The Aheloy (Ахелой), also known as the Achelous, is a river in eastern Bulgaria. It is 40 km long. The river is famous for being the site of the Battle of Achelous that took place on 20 August 917 between Bulgarian ruler Simeon I and the Byzantines under Leo Phocas during the Byzantine–Bulgarian war of 913–927. It was one of the largest battles in the Middle Ages and among the greatest military successes of the First Bulgarian Empire.

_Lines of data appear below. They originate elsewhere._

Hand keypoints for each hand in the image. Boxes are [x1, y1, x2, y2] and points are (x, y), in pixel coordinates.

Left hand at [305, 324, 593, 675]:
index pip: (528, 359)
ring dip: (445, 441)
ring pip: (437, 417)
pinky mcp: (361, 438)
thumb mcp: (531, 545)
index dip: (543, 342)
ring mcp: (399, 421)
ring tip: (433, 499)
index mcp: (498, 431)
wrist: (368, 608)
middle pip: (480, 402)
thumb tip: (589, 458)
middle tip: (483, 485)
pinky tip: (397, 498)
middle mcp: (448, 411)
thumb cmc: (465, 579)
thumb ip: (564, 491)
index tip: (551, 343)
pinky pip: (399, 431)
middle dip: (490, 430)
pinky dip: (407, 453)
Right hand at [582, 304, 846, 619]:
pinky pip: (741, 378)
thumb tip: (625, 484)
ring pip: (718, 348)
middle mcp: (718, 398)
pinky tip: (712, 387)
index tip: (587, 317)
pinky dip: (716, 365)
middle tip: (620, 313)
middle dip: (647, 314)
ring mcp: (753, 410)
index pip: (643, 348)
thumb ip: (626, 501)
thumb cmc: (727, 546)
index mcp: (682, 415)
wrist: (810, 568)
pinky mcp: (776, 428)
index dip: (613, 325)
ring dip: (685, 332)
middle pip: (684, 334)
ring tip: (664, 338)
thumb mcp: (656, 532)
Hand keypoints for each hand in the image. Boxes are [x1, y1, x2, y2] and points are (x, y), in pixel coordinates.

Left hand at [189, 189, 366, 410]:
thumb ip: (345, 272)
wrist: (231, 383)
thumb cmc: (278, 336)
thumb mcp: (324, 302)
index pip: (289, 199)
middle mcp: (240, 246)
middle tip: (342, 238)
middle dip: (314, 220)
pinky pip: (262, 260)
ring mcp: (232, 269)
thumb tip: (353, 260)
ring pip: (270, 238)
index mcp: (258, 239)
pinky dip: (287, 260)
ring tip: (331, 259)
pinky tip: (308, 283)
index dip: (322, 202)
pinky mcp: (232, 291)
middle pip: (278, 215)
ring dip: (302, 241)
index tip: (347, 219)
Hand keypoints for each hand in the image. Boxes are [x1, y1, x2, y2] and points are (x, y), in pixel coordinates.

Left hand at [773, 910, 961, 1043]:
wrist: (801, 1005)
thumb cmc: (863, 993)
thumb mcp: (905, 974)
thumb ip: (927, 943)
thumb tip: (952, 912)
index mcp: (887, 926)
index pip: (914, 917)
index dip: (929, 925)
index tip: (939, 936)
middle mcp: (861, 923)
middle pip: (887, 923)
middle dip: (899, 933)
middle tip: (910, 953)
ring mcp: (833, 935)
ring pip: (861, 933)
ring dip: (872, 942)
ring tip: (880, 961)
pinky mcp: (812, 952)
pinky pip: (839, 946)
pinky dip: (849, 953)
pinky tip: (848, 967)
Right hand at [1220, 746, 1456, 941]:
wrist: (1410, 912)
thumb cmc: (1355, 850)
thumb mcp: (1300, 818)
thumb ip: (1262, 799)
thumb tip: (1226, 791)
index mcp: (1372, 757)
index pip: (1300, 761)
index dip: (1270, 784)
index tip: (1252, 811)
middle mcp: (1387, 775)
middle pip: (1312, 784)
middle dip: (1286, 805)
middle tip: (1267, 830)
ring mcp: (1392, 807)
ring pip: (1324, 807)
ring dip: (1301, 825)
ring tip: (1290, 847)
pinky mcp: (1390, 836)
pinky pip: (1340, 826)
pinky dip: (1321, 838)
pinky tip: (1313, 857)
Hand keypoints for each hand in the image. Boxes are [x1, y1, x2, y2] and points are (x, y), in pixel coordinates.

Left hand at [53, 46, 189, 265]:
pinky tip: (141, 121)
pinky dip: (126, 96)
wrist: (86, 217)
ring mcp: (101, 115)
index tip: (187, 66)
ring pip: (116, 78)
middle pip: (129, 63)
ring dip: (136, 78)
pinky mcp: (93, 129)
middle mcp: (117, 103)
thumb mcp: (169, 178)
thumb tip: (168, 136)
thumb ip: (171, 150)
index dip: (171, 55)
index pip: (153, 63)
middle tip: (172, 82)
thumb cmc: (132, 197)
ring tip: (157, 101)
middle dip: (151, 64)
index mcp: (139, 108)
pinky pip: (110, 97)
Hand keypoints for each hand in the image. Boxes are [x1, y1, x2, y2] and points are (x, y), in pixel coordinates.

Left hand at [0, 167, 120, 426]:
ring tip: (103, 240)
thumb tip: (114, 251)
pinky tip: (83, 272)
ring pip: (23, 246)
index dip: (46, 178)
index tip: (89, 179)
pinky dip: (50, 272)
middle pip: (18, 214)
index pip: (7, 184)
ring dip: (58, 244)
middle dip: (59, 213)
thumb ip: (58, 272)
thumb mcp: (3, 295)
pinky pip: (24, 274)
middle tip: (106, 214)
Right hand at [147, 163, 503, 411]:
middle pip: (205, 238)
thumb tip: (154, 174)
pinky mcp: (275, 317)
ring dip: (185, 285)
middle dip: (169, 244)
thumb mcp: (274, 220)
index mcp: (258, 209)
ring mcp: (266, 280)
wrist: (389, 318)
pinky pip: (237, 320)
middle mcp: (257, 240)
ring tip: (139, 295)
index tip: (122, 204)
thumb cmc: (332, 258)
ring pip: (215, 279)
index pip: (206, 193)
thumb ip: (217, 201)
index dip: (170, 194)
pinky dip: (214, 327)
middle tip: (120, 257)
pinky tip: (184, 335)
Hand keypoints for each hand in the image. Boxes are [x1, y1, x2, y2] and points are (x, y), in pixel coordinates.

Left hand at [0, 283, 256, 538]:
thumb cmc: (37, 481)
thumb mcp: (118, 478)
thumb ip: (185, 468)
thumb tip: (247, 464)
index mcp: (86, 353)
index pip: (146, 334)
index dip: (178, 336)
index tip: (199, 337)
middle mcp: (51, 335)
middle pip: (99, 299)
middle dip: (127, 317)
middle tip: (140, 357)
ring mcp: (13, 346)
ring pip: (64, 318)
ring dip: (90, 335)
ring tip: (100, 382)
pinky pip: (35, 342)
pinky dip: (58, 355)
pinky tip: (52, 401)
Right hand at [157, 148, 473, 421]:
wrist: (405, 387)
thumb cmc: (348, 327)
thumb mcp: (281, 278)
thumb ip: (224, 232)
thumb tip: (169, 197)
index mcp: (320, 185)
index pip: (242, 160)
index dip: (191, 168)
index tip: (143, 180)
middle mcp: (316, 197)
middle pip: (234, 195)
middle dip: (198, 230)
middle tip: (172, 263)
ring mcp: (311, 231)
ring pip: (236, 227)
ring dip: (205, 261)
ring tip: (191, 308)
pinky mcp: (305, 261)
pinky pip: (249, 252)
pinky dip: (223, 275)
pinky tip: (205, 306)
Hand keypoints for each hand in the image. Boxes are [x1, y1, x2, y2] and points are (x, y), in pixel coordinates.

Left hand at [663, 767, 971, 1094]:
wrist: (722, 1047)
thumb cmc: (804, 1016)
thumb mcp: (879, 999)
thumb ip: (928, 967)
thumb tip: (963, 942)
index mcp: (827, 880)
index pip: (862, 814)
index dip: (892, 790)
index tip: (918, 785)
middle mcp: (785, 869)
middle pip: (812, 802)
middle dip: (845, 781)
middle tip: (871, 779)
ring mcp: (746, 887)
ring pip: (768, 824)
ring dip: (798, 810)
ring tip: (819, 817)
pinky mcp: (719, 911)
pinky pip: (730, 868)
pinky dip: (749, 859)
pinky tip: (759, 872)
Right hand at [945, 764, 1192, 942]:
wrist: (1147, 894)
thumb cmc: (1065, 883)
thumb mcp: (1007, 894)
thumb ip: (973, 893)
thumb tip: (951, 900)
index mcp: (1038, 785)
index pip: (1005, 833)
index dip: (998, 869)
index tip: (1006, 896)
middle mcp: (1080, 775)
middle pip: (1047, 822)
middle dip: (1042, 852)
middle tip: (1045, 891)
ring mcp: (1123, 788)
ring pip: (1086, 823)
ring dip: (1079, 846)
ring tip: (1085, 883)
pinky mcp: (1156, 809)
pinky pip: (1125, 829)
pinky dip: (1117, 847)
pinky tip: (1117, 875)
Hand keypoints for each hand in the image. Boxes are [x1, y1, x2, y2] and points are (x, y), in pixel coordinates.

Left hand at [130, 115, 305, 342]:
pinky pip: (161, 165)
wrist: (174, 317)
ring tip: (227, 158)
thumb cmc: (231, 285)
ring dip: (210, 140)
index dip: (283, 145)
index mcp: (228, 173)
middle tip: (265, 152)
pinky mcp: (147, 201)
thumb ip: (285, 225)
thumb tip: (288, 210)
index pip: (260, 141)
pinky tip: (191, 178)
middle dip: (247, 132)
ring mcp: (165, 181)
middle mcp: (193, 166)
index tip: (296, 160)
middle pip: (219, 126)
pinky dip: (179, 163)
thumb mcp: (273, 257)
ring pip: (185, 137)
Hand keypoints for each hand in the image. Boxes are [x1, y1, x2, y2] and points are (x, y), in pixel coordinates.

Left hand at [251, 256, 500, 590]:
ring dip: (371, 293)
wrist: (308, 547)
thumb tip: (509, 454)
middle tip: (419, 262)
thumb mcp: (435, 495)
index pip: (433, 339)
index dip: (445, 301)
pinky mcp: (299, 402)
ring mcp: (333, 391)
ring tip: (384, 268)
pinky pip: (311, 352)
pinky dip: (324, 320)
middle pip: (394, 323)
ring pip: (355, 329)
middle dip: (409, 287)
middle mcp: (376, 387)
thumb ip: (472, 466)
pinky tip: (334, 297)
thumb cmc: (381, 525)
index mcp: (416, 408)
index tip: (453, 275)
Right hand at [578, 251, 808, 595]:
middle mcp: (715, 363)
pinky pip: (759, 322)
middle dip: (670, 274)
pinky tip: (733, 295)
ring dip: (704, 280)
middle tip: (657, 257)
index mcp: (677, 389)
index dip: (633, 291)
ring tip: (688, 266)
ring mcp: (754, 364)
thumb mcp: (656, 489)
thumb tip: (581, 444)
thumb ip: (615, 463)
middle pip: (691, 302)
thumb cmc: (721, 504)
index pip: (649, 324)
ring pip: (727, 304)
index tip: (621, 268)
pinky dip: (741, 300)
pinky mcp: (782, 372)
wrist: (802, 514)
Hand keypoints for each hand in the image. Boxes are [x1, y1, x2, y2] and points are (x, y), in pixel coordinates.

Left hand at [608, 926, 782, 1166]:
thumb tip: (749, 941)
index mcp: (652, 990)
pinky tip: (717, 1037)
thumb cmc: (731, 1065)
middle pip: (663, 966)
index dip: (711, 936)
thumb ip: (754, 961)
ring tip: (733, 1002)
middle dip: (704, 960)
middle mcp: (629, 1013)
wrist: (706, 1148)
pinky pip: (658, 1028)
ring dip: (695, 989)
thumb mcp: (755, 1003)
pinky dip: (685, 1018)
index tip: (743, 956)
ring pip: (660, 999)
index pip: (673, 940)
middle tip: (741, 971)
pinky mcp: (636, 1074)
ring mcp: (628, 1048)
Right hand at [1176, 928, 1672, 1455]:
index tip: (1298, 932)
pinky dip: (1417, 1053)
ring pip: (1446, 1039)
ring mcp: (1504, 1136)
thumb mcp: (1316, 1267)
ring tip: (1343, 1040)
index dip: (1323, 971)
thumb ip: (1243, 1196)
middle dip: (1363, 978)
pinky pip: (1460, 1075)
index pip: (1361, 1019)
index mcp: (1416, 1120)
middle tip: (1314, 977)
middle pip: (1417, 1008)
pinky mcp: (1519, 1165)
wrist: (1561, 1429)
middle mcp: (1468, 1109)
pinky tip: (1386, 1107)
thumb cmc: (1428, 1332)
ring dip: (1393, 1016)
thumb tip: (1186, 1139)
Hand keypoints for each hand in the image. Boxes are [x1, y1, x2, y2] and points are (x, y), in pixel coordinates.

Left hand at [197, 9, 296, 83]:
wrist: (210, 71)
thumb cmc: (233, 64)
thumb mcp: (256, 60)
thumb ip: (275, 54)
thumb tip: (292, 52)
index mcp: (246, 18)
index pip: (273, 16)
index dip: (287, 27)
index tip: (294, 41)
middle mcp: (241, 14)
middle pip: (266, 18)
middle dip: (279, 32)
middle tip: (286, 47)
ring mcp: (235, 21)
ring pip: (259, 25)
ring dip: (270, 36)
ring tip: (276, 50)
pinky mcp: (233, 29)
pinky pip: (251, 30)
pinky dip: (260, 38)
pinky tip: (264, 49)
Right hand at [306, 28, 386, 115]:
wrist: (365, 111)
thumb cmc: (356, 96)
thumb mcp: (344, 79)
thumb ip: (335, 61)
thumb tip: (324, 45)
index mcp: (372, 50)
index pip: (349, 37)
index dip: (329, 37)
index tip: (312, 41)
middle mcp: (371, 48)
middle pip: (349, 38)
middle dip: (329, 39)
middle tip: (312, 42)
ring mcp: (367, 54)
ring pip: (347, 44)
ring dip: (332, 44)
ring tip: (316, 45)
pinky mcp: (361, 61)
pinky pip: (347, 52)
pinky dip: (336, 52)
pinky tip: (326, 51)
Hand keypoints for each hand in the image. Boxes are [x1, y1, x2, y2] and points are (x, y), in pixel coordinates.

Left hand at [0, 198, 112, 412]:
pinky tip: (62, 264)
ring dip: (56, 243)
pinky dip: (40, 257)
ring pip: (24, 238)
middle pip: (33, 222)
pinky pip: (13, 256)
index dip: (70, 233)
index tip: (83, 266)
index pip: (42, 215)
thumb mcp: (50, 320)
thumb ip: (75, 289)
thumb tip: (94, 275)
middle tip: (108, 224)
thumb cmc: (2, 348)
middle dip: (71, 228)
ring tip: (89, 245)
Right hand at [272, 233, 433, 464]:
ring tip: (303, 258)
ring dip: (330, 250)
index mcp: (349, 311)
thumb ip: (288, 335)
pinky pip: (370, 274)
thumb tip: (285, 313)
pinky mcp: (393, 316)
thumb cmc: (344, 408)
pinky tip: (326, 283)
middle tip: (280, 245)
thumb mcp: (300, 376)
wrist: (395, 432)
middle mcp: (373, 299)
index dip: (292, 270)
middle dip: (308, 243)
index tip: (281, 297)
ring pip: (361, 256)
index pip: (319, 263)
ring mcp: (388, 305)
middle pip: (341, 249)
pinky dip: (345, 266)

The main stem is the Arnautska reka, which springs from the Aytoska Planina division of the eastern Balkan Mountains east of the village of Dryankovets. The river proper is formed from the confluence of the Arnautska reka with the Mangarska reka at an altitude of 166 m, about three kilometers east of the village of Belodol. The Aheloy flows eastwards in a wide alluvial valley until the village of Aleksandrovo, where it turns southeast for the remainder of its length. It flows into the Gulf of Burgas of the Black Sea near a campsite some 1.2 km south of the town of Aheloy.

Its drainage basin covers a territory of 141 km^{2}. To the north its basin follows the ridge of the Aytoska Planina, which separates it from the basin of the river Hadzhiyska reka. To the west it borders the drainage system of the Aytoska reka, and to the south it is limited by the basins of several small rivers and streams flowing directly into the Black Sea. The river has predominantly rain feed with high water in February–March and low water in August–September. The average annual flow near the town of Aheloy is 0.7 m^{3}/s; water mineralization is 500–600 mg/m^{3}.

The Aheloy flows entirely in Burgas Province. There are four settlements along its course, Draganovo in Burgas Municipality and Medovo, Aleksandrovo and Aheloy (town) in Pomorie Municipality. Its waters are utilised for irrigation. The Aheloy Reservoir with a volume of 12.7 million m^{3} has been constructed along its course in 1964 to irrigate a territory of 23 km^{2}.